» **What to work on**: Output the full listing exactly as written, with no pictures in it.

» **Dataset records**:
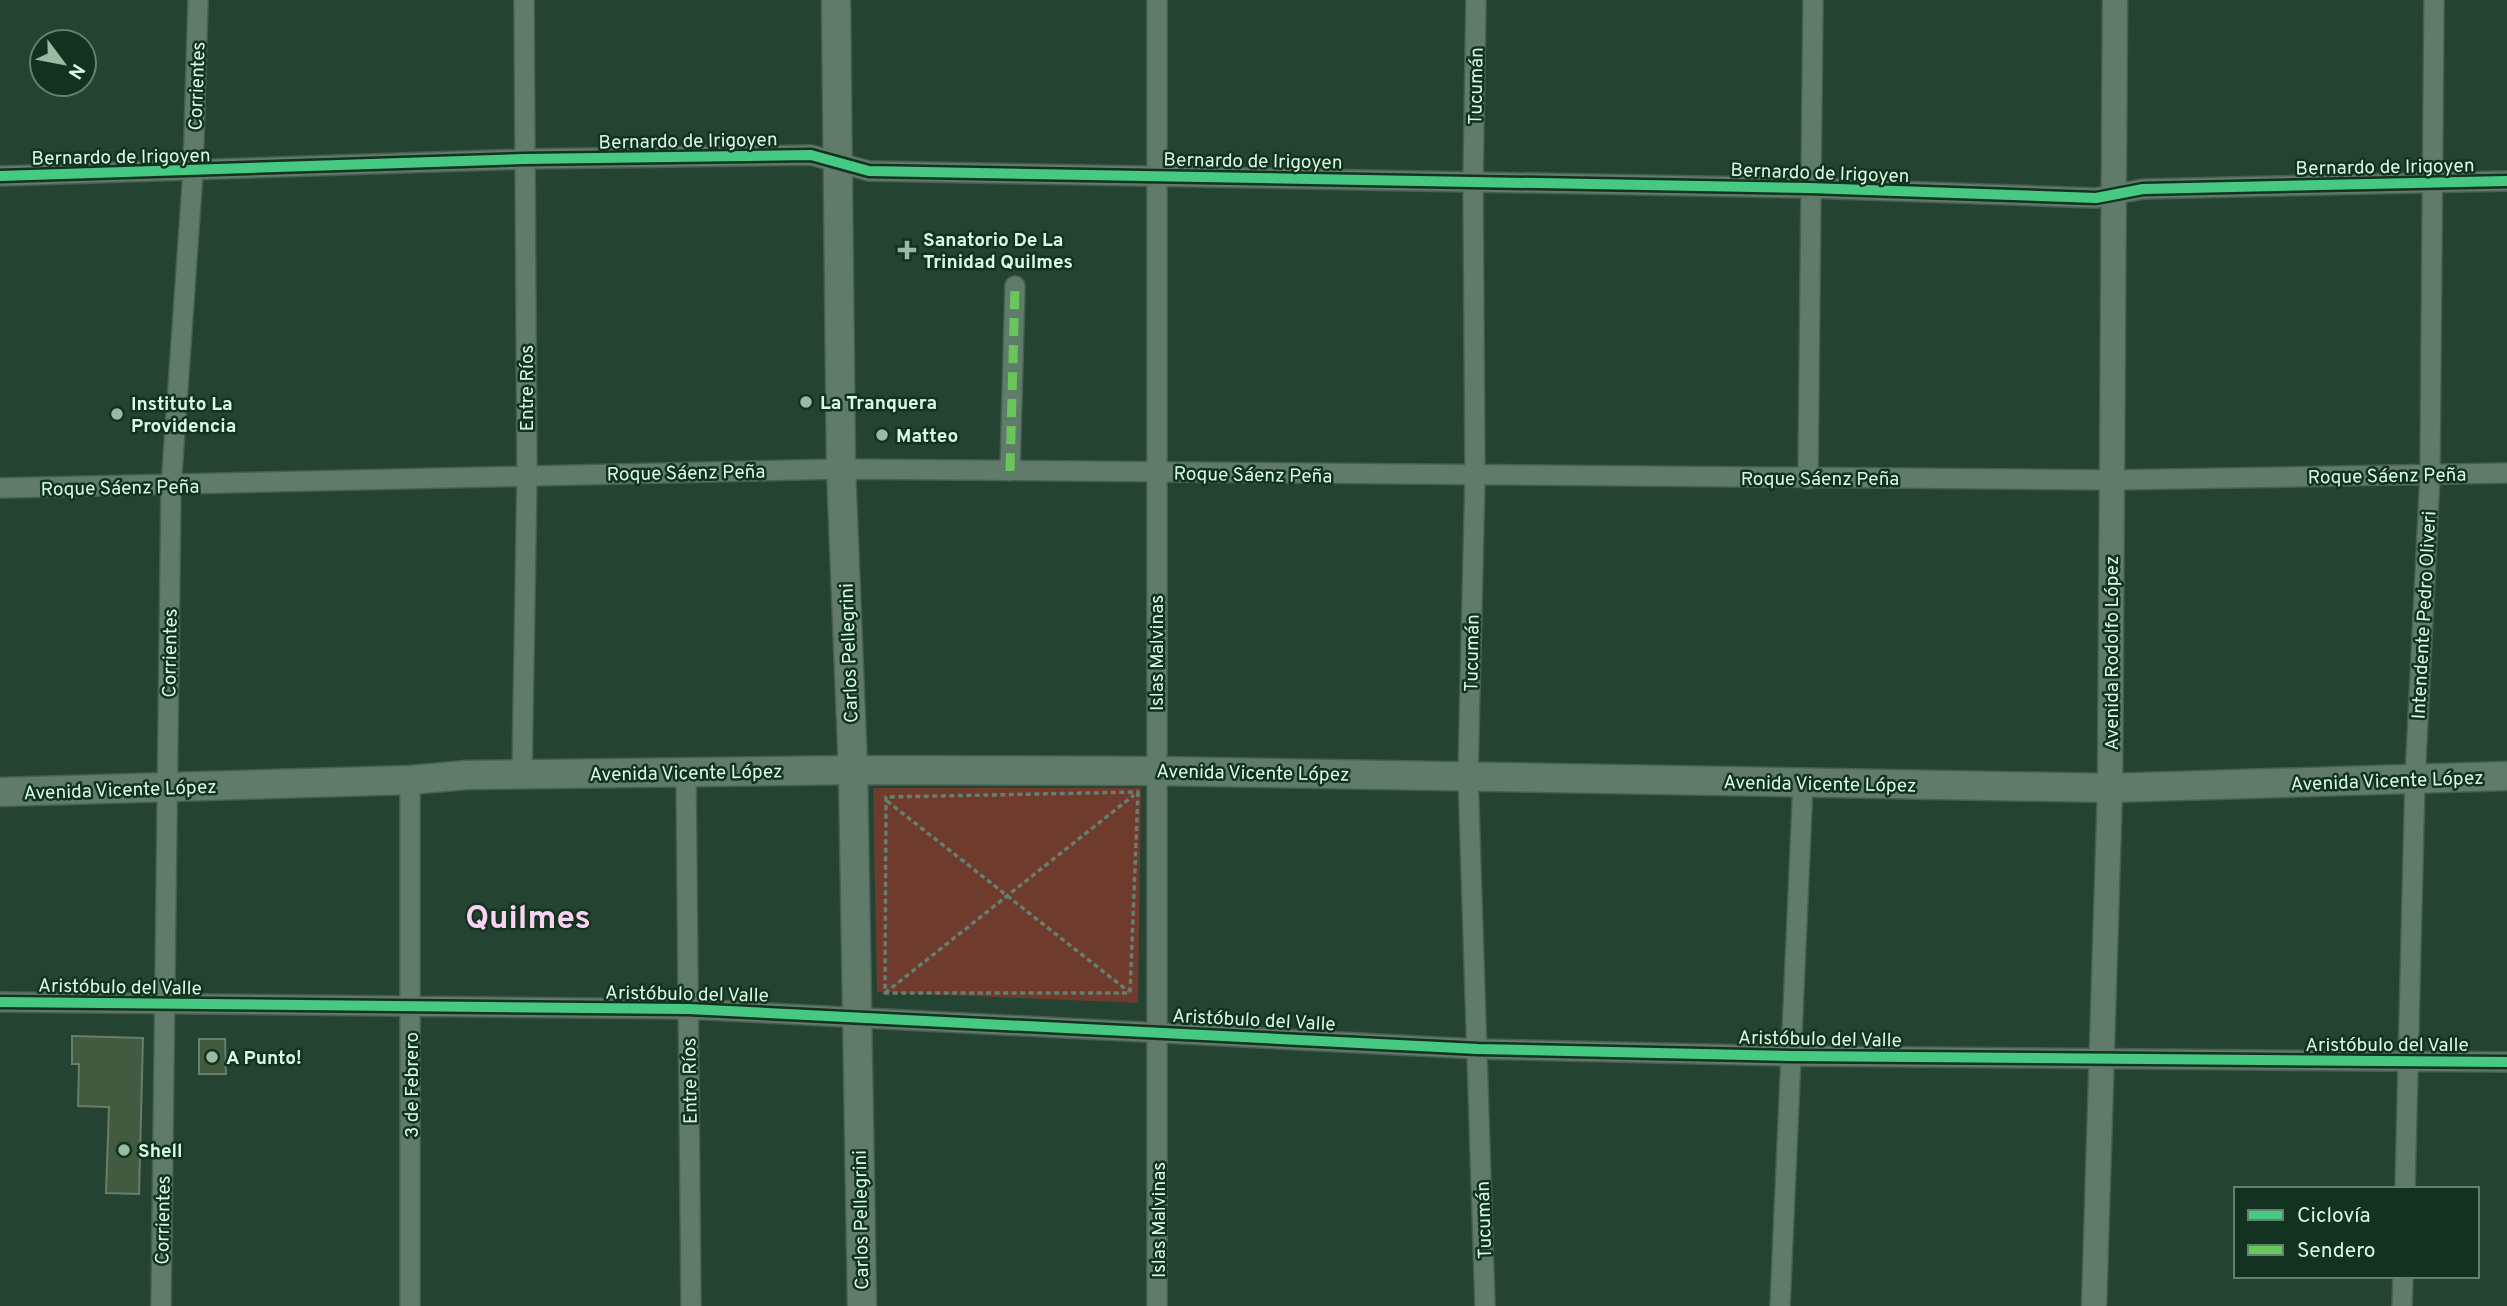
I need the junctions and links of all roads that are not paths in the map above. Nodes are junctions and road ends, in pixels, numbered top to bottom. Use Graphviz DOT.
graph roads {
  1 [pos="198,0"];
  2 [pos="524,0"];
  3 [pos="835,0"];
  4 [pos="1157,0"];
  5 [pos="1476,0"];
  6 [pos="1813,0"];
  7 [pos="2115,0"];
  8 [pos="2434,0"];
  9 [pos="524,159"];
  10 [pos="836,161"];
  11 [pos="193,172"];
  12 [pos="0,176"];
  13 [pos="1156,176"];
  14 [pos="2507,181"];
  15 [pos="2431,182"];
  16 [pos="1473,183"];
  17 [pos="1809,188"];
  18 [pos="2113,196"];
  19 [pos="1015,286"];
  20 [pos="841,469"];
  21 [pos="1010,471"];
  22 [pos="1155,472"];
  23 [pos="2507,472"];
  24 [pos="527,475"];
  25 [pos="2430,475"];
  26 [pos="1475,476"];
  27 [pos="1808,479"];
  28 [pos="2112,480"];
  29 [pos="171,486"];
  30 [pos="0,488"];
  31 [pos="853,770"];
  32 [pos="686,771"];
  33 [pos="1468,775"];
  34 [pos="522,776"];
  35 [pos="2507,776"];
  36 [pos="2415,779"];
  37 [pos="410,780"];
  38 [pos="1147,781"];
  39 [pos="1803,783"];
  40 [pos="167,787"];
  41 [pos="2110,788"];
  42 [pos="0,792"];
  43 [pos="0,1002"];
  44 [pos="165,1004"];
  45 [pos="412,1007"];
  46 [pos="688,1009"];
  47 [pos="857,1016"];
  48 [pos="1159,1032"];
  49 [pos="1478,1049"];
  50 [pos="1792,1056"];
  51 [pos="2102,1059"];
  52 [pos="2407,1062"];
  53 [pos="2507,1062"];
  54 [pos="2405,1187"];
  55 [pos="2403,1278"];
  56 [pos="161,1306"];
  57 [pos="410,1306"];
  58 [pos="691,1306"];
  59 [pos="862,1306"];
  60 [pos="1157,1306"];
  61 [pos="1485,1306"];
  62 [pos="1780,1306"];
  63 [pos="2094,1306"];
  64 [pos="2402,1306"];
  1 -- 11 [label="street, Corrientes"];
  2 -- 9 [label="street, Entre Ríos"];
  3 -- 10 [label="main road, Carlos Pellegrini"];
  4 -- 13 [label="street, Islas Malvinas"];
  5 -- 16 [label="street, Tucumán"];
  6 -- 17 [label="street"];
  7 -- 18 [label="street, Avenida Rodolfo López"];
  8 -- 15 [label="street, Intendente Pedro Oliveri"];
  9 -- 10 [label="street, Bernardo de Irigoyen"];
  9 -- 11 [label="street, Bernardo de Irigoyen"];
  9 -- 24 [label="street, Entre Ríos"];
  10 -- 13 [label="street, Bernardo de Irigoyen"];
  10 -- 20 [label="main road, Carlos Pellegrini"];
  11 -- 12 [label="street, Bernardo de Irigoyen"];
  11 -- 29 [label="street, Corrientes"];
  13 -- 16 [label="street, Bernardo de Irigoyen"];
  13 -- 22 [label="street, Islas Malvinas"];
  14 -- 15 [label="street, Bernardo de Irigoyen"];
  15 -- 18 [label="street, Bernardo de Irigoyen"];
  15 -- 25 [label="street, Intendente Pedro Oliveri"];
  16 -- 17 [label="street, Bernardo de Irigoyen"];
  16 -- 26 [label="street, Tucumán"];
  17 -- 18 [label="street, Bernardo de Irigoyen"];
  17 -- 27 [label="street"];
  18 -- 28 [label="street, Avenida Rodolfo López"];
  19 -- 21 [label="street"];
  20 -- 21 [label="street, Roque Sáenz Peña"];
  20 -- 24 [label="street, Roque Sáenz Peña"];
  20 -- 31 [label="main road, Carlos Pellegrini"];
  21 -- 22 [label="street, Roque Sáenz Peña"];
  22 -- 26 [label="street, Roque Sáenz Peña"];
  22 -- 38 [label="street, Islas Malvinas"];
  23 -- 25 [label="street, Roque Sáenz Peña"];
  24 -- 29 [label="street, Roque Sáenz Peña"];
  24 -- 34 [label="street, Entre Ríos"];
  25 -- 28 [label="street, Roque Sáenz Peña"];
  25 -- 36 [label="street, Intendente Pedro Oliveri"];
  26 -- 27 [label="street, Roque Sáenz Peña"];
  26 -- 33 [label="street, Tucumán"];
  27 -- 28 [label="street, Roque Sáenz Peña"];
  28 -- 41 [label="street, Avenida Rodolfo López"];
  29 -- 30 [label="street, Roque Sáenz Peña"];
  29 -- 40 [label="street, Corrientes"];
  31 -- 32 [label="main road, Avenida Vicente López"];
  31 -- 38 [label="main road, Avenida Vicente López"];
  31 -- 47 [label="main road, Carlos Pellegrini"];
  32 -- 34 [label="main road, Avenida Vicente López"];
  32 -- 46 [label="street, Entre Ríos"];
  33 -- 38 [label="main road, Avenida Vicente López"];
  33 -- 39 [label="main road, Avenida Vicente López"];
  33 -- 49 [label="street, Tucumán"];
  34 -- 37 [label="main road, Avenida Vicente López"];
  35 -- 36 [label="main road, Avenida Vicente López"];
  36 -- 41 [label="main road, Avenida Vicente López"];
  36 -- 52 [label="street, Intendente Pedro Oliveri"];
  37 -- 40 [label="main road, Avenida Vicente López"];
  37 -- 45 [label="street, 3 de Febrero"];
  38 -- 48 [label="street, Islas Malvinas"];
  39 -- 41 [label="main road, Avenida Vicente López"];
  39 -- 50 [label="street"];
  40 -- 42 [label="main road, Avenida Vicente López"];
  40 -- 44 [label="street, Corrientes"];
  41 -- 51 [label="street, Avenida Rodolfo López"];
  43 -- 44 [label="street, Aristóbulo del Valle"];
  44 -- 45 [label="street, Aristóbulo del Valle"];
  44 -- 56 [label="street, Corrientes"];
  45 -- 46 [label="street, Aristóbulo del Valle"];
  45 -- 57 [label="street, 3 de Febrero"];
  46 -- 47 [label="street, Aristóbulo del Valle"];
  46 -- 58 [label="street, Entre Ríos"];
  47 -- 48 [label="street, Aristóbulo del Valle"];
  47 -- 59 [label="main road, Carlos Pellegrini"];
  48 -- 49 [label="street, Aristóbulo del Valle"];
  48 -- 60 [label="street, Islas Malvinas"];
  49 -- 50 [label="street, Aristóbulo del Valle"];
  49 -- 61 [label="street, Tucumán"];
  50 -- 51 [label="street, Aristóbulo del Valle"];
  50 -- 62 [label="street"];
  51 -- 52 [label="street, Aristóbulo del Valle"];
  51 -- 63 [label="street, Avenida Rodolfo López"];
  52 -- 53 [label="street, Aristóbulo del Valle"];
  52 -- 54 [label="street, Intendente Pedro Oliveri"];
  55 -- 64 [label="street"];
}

» **Written reply**:
I need the junctions and links of all roads that are not paths in the map above. Nodes are junctions and road ends, in pixels, numbered top to bottom. Use Graphviz DOT.
graph roads {
  1 [pos="198,0"];
  2 [pos="524,0"];
  3 [pos="835,0"];
  4 [pos="1157,0"];
  5 [pos="1476,0"];
  6 [pos="1813,0"];
  7 [pos="2115,0"];
  8 [pos="2434,0"];
  9 [pos="524,159"];
  10 [pos="836,161"];
  11 [pos="193,172"];
  12 [pos="0,176"];
  13 [pos="1156,176"];
  14 [pos="2507,181"];
  15 [pos="2431,182"];
  16 [pos="1473,183"];
  17 [pos="1809,188"];
  18 [pos="2113,196"];
  19 [pos="1015,286"];
  20 [pos="841,469"];
  21 [pos="1010,471"];
  22 [pos="1155,472"];
  23 [pos="2507,472"];
  24 [pos="527,475"];
  25 [pos="2430,475"];
  26 [pos="1475,476"];
  27 [pos="1808,479"];
  28 [pos="2112,480"];
  29 [pos="171,486"];
  30 [pos="0,488"];
  31 [pos="853,770"];
  32 [pos="686,771"];
  33 [pos="1468,775"];
  34 [pos="522,776"];
  35 [pos="2507,776"];
  36 [pos="2415,779"];
  37 [pos="410,780"];
  38 [pos="1147,781"];
  39 [pos="1803,783"];
  40 [pos="167,787"];
  41 [pos="2110,788"];
  42 [pos="0,792"];
  43 [pos="0,1002"];
  44 [pos="165,1004"];
  45 [pos="412,1007"];
  46 [pos="688,1009"];
  47 [pos="857,1016"];
  48 [pos="1159,1032"];
  49 [pos="1478,1049"];
  50 [pos="1792,1056"];
  51 [pos="2102,1059"];
  52 [pos="2407,1062"];
  53 [pos="2507,1062"];
  54 [pos="2405,1187"];
  55 [pos="2403,1278"];
  56 [pos="161,1306"];
  57 [pos="410,1306"];
  58 [pos="691,1306"];
  59 [pos="862,1306"];
  60 [pos="1157,1306"];
  61 [pos="1485,1306"];
  62 [pos="1780,1306"];
  63 [pos="2094,1306"];
  64 [pos="2402,1306"];
  1 -- 11 [label="street, Corrientes"];
  2 -- 9 [label="street, Entre Ríos"];
  3 -- 10 [label="main road, Carlos Pellegrini"];
  4 -- 13 [label="street, Islas Malvinas"];
  5 -- 16 [label="street, Tucumán"];
  6 -- 17 [label="street"];
  7 -- 18 [label="street, Avenida Rodolfo López"];
  8 -- 15 [label="street, Intendente Pedro Oliveri"];
  9 -- 10 [label="street, Bernardo de Irigoyen"];
  9 -- 11 [label="street, Bernardo de Irigoyen"];
  9 -- 24 [label="street, Entre Ríos"];
  10 -- 13 [label="street, Bernardo de Irigoyen"];
  10 -- 20 [label="main road, Carlos Pellegrini"];
  11 -- 12 [label="street, Bernardo de Irigoyen"];
  11 -- 29 [label="street, Corrientes"];
  13 -- 16 [label="street, Bernardo de Irigoyen"];
  13 -- 22 [label="street, Islas Malvinas"];
  14 -- 15 [label="street, Bernardo de Irigoyen"];
  15 -- 18 [label="street, Bernardo de Irigoyen"];
  15 -- 25 [label="street, Intendente Pedro Oliveri"];
  16 -- 17 [label="street, Bernardo de Irigoyen"];
  16 -- 26 [label="street, Tucumán"];
  17 -- 18 [label="street, Bernardo de Irigoyen"];
  17 -- 27 [label="street"];
  18 -- 28 [label="street, Avenida Rodolfo López"];
  19 -- 21 [label="street"];
  20 -- 21 [label="street, Roque Sáenz Peña"];
  20 -- 24 [label="street, Roque Sáenz Peña"];
  20 -- 31 [label="main road, Carlos Pellegrini"];
  21 -- 22 [label="street, Roque Sáenz Peña"];
  22 -- 26 [label="street, Roque Sáenz Peña"];
  22 -- 38 [label="street, Islas Malvinas"];
  23 -- 25 [label="street, Roque Sáenz Peña"];
  24 -- 29 [label="street, Roque Sáenz Peña"];
  24 -- 34 [label="street, Entre Ríos"];
  25 -- 28 [label="street, Roque Sáenz Peña"];
  25 -- 36 [label="street, Intendente Pedro Oliveri"];
  26 -- 27 [label="street, Roque Sáenz Peña"];
  26 -- 33 [label="street, Tucumán"];
  27 -- 28 [label="street, Roque Sáenz Peña"];
  28 -- 41 [label="street, Avenida Rodolfo López"];
  29 -- 30 [label="street, Roque Sáenz Peña"];
  29 -- 40 [label="street, Corrientes"];
  31 -- 32 [label="main road, Avenida Vicente López"];
  31 -- 38 [label="main road, Avenida Vicente López"];
  31 -- 47 [label="main road, Carlos Pellegrini"];
  32 -- 34 [label="main road, Avenida Vicente López"];
  32 -- 46 [label="street, Entre Ríos"];
  33 -- 38 [label="main road, Avenida Vicente López"];
  33 -- 39 [label="main road, Avenida Vicente López"];
  33 -- 49 [label="street, Tucumán"];
  34 -- 37 [label="main road, Avenida Vicente López"];
  35 -- 36 [label="main road, Avenida Vicente López"];
  36 -- 41 [label="main road, Avenida Vicente López"];
  36 -- 52 [label="street, Intendente Pedro Oliveri"];
  37 -- 40 [label="main road, Avenida Vicente López"];
  37 -- 45 [label="street, 3 de Febrero"];
  38 -- 48 [label="street, Islas Malvinas"];
  39 -- 41 [label="main road, Avenida Vicente López"];
  39 -- 50 [label="street"];
  40 -- 42 [label="main road, Avenida Vicente López"];
  40 -- 44 [label="street, Corrientes"];
  41 -- 51 [label="street, Avenida Rodolfo López"];
  43 -- 44 [label="street, Aristóbulo del Valle"];
  44 -- 45 [label="street, Aristóbulo del Valle"];
  44 -- 56 [label="street, Corrientes"];
  45 -- 46 [label="street, Aristóbulo del Valle"];
  45 -- 57 [label="street, 3 de Febrero"];
  46 -- 47 [label="street, Aristóbulo del Valle"];
  46 -- 58 [label="street, Entre Ríos"];
  47 -- 48 [label="street, Aristóbulo del Valle"];
  47 -- 59 [label="main road, Carlos Pellegrini"];
  48 -- 49 [label="street, Aristóbulo del Valle"];
  48 -- 60 [label="street, Islas Malvinas"];
  49 -- 50 [label="street, Aristóbulo del Valle"];
  49 -- 61 [label="street, Tucumán"];
  50 -- 51 [label="street, Aristóbulo del Valle"];
  50 -- 62 [label="street"];
  51 -- 52 [label="street, Aristóbulo del Valle"];
  51 -- 63 [label="street, Avenida Rodolfo López"];
  52 -- 53 [label="street, Aristóbulo del Valle"];
  52 -- 54 [label="street, Intendente Pedro Oliveri"];
  55 -- 64 [label="street"];
}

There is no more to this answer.